To start with, it’s important that we, as a community develop a vision for Canberra and the future of our city. This gives us a basis for deciding what’s most important and what has to wait. As a community we have to decide on priorities. And to realise those priorities we need to use existing resources wisely as well as finding alternative sources of income.

Right now, when it comes to putting existing resources to better use, the ACT Government does not do this well. Here are two examples.

Firstly, instead of concentrating on the broad public interest, government wastes money trying to satisfy the endless calls to support a multitude of different projects. Ultimately, this is unmanageable and is an important, but not the only, reason for the collapse in support for governments in NSW and Queensland.

Secondly, cutting expenditure by setting across-the-board efficiency targets for all government agencies might be an easy option but it fails to achieve the objective of devoting scarce resources to areas of higher priority. It fails because it perpetuates the status quo in terms of the balance of funding between agencies and therefore does not reflect the need for adding funds to high priority areas and reducing funding to programs whose usefulness has passed.

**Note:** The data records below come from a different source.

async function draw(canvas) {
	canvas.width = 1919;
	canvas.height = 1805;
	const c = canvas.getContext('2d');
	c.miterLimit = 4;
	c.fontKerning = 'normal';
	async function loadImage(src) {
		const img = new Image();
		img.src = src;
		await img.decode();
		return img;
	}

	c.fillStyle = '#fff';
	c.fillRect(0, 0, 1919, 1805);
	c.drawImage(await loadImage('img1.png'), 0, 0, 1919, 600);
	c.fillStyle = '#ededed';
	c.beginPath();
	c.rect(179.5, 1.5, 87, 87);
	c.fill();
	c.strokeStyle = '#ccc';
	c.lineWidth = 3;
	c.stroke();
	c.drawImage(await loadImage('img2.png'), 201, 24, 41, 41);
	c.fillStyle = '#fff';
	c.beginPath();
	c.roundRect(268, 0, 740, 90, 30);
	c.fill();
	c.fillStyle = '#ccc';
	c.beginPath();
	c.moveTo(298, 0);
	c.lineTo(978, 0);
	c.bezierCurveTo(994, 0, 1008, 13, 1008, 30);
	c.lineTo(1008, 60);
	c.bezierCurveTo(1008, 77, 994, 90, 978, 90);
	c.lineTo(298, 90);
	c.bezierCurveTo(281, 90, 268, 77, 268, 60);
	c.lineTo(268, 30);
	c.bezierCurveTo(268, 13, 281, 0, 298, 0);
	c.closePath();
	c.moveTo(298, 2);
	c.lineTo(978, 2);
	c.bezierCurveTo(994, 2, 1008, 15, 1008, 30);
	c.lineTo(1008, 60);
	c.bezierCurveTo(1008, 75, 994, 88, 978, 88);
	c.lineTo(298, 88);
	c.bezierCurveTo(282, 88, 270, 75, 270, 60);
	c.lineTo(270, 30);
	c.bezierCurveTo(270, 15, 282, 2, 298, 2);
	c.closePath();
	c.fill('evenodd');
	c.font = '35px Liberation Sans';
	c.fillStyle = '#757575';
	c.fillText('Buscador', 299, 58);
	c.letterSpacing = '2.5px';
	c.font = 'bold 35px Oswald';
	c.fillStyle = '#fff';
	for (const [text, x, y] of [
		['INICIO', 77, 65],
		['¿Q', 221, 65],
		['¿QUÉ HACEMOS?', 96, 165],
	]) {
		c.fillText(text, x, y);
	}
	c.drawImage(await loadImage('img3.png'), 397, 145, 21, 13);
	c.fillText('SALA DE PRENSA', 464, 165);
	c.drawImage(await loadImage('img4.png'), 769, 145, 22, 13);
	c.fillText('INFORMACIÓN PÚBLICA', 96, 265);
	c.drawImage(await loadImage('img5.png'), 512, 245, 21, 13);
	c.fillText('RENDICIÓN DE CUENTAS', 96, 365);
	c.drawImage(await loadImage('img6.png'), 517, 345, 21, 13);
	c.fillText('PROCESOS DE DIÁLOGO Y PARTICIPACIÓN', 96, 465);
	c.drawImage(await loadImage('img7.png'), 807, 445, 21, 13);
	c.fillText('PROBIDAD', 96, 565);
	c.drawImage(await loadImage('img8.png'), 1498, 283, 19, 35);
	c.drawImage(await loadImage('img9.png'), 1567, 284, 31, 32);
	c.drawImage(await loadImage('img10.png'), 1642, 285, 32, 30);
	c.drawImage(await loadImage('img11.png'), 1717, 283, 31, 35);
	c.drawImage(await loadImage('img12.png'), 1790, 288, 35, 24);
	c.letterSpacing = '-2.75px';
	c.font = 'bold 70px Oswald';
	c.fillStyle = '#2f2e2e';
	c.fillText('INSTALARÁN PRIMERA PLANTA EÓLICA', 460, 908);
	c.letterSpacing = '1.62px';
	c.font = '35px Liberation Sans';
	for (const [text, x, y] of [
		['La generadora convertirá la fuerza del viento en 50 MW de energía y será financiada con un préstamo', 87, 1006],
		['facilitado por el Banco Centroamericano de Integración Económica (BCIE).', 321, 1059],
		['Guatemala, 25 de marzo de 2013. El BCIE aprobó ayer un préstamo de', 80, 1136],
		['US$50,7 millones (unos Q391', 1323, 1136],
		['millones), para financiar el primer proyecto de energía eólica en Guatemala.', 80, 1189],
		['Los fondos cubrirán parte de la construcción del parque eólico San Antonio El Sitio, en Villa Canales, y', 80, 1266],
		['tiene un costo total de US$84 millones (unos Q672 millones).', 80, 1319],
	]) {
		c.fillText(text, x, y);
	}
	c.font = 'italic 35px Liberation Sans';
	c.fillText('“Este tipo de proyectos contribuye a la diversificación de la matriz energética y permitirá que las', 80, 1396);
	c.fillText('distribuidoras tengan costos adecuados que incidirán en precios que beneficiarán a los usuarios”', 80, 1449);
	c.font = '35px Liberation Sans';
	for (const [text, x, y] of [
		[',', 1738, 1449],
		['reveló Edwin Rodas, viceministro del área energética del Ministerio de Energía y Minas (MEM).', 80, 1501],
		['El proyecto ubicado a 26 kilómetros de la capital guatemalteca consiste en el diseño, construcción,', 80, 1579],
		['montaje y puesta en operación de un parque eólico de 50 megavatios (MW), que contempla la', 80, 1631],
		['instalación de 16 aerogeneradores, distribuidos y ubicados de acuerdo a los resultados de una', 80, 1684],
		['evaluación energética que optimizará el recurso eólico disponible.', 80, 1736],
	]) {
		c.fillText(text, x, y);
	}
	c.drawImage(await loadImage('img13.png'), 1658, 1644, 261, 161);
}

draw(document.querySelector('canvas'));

There is no gain in efficiency and no dividend.

So, what’s the solution? What would be better is if Cabinet took charge of reducing expenditure on specific programs by formally ranking priorities according to how it perceives the public benefit, and require every agency to provide a detailed estimate of the cost of every function for which it is responsible. Armed with that information, Cabinet, not agencies, should decide which programs justify increased resources and which ones should be cut.

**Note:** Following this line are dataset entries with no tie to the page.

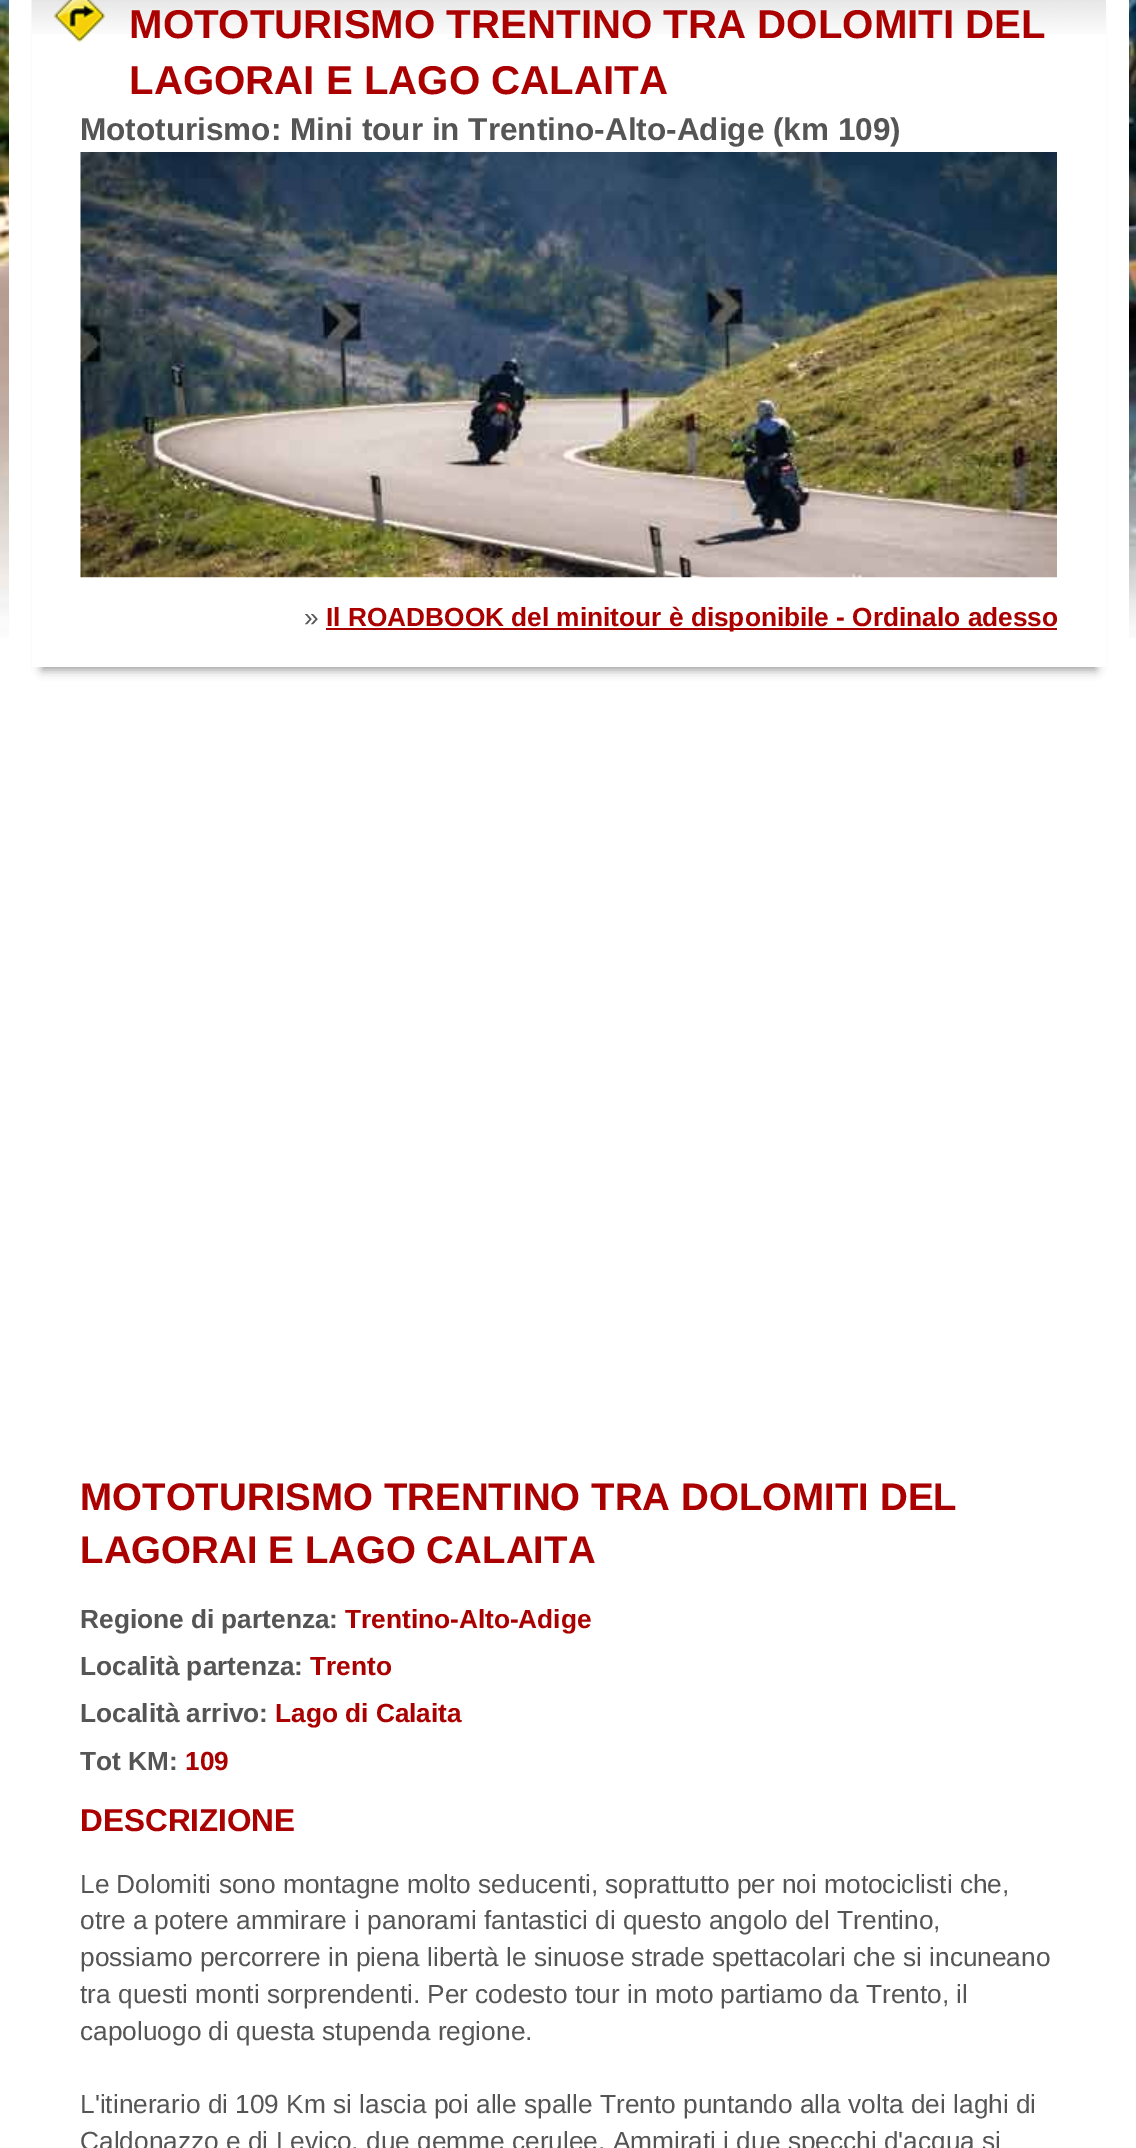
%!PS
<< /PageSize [1136 2148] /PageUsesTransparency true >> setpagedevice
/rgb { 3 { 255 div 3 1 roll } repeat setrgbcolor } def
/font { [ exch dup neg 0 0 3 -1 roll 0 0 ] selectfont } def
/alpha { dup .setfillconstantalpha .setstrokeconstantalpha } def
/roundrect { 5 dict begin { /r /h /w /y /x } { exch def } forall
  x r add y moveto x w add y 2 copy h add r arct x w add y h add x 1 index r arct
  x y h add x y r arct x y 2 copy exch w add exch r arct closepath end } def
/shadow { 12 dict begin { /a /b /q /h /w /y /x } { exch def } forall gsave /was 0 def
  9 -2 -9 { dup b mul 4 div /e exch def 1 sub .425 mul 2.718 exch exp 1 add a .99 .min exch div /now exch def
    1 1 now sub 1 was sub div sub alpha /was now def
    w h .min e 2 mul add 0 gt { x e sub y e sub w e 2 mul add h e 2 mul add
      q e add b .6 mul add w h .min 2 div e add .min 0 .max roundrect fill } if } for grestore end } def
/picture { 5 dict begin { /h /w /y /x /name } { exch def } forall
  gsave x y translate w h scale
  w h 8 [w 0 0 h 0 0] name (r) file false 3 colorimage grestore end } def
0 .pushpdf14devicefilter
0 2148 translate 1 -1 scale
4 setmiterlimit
255 255 255 rgb
0 0 1136 2148 rectfill
(img/1.rgb) 0 0 1136 638 picture
9 0 1120 638 rectfill
gsave
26 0 moveto 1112 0 lineto 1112 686 lineto 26 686 lineto closepath 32 -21 moveto 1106 -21 lineto 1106 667 lineto 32 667 lineto closepath eoclip newpath
153 153 153 rgb
42 4 1054 666 0 5 1 shadow
grestore
(img/2.rgb) 31 0 1075 34 picture
(img/3.rgb) 54 0 51 42 picture
(img/4.rgb) 80 152 977 426 picture
171 0 0 rgb
326 628 731 2 rectfill
/LiberationSans-Bold 40.25 font
129 38 moveto (MOTOTURISMO TRENTINO TRA DOLOMITI DEL) show
129 94 moveto (LAGORAI E LAGO CALAITA) show
/LiberationSans-Bold 31.5 font
85 85 85 rgb
80 140 moveto (Mototurismo: Mini tour in Trentino-Alto-Adige \(km 109\)) show
/LiberationSans-Regular 26.25 font
304 626 moveto (») show
/LiberationSans-Bold 26.25 font
171 0 0 rgb
326 626 moveto (Il ROADBOOK del minitour è disponibile - Ordinalo adesso) show
/LiberationSans-Bold 38.5 font
80 1510 moveto (MOTOTURISMO TRENTINO TRA DOLOMITI DEL) show
80 1563 moveto (LAGORAI E LAGO CALAITA) show
/LiberationSans-Bold 26.25 font
85 85 85 rgb
80 1628 moveto (Regione di partenza:) show
171 0 0 rgb
345 1628 moveto (Trentino-Alto-Adige) show
85 85 85 rgb
80 1675 moveto (Località partenza:) show
171 0 0 rgb
310 1675 moveto (Trento) show
85 85 85 rgb
80 1722 moveto (Località arrivo:) show
171 0 0 rgb
275 1722 moveto (Lago di Calaita) show
85 85 85 rgb
80 1770 moveto (Tot KM:) show
171 0 0 rgb
185 1770 moveto (109) show
/LiberationSans-Bold 31.5 font
80 1831 moveto (DESCRIZIONE) show
/LiberationSans-Regular 26.25 font
85 85 85 rgb
[
  [(Le Dolomiti sono montagne molto seducenti, soprattutto per noi motociclisti che,) 80 1893]
  [(otre a potere ammirare i panorami fantastici di questo angolo del Trentino,) 80 1929]
  [(possiamo percorrere in piena libertà le sinuose strade spettacolari che si incuneano) 80 1966]
  [(tra questi monti sorprendenti. Per codesto tour in moto) 80 2003]
  [(partiamo da Trento, il) 720 2003]
  [(capoluogo di questa stupenda regione.) 80 2040]
  [(L'itinerario di 109 Km si lascia poi alle spalle Trento puntando alla volta dei laghi di) 80 2113]
  [(Caldonazzo e di Levico, due gemme cerulee. Ammirati i due specchi d'acqua si) 80 2150]
] { aload pop moveto show } forall
.poppdf14devicefilter showpage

Turning to sources of income, the ACT Government’s budget continues to rely far too heavily on a very narrow tax base. More than 50 per cent of its revenue comes from taxes on property and that structural flaw is getting worse.

Will that proportion still be increasing in ten years’ time? The trend clearly cannot continue without eventually losing investment in property, reducing job opportunities, reducing the tax take and, inevitably, resulting in reduced publicly-funded services. None of us wants that.

Many of the taxes, such as stamp duties on property transactions and the Lease Variation Charge, are inefficient, drive up prices and decrease housing affordability in a market of controlled supply, reduce the amount and diversity of residential accommodation, undermine the Government’s own policy of revitalisation and greater housing density near shopping centres and transport routes and detract from economic growth. Removing those taxes would boost activity, growth and therefore government revenue.

The best, and possibly only, alternative source of government income is from accelerated private sector growth. Canberra must become a more attractive place for private investment. A less onerous taxation regime than NSW would be a good start. It would also help if the Government dropped its antagonistic rhetoric against property investors. There is no point in referring disparagingly to them as ‘developers’ and ‘capitalists’, accusing them of ‘rent seeking’ and making ‘mega profits’ at the expense of the community if you want them to invest in Canberra. Such attacks by the Government create one more risk factor when an investor is weighing up whether to invest in the ACT. An investor has to take into account the probability of antagonistic rhetoric ultimately finding expression in higher taxes and charges or increased regulation and compliance costs. Tax on the property sector some six times greater than the average is a reflection of the Government’s view which warns off investors.

If Canberra is going to be a preferred place to live, do business and provide gainful employment, the ACT Government must put aside the temptation to score political points against investors and instead adopt policies which are pro-business. That doesn’t mean subsidies or special programs; it simply means freeing up business from excessive rules and regulations and getting rid of punitive and inefficient taxes.